HOW TO COMPLETE THIS TASK:
Collect each line of the records containing the string "bridge".

DATA SECTION:
════════════════

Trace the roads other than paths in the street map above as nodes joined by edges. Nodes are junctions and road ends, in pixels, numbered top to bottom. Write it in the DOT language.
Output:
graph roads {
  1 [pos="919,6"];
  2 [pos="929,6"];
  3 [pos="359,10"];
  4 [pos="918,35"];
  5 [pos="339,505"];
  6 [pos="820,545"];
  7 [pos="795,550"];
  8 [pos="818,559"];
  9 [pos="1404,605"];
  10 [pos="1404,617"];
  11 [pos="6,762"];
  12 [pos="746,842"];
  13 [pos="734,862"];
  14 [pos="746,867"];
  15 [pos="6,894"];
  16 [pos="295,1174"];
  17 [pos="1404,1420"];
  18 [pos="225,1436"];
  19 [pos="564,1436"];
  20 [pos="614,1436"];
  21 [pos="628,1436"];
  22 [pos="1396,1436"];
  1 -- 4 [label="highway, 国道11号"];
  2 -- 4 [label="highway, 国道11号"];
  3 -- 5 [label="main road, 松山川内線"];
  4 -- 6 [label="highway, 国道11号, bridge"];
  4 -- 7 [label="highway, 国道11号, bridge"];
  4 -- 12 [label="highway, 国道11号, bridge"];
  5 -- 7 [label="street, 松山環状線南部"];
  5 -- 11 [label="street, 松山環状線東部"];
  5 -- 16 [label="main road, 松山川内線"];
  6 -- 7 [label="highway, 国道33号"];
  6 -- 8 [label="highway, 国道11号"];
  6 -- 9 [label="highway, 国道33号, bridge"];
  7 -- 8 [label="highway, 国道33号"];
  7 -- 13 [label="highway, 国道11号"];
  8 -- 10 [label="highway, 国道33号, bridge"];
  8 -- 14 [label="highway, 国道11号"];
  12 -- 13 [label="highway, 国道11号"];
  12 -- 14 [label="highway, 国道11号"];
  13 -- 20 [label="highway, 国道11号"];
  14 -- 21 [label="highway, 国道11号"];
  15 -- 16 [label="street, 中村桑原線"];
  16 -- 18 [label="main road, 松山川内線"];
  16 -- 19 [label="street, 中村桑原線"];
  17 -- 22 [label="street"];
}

════════════════

RESPONSE BOX:
  4 -- 6 [label="highway, 国道11号, bridge"];
  4 -- 7 [label="highway, 国道11号, bridge"];
  4 -- 12 [label="highway, 国道11号, bridge"];
  6 -- 9 [label="highway, 国道33号, bridge"];
  8 -- 10 [label="highway, 国道33号, bridge"];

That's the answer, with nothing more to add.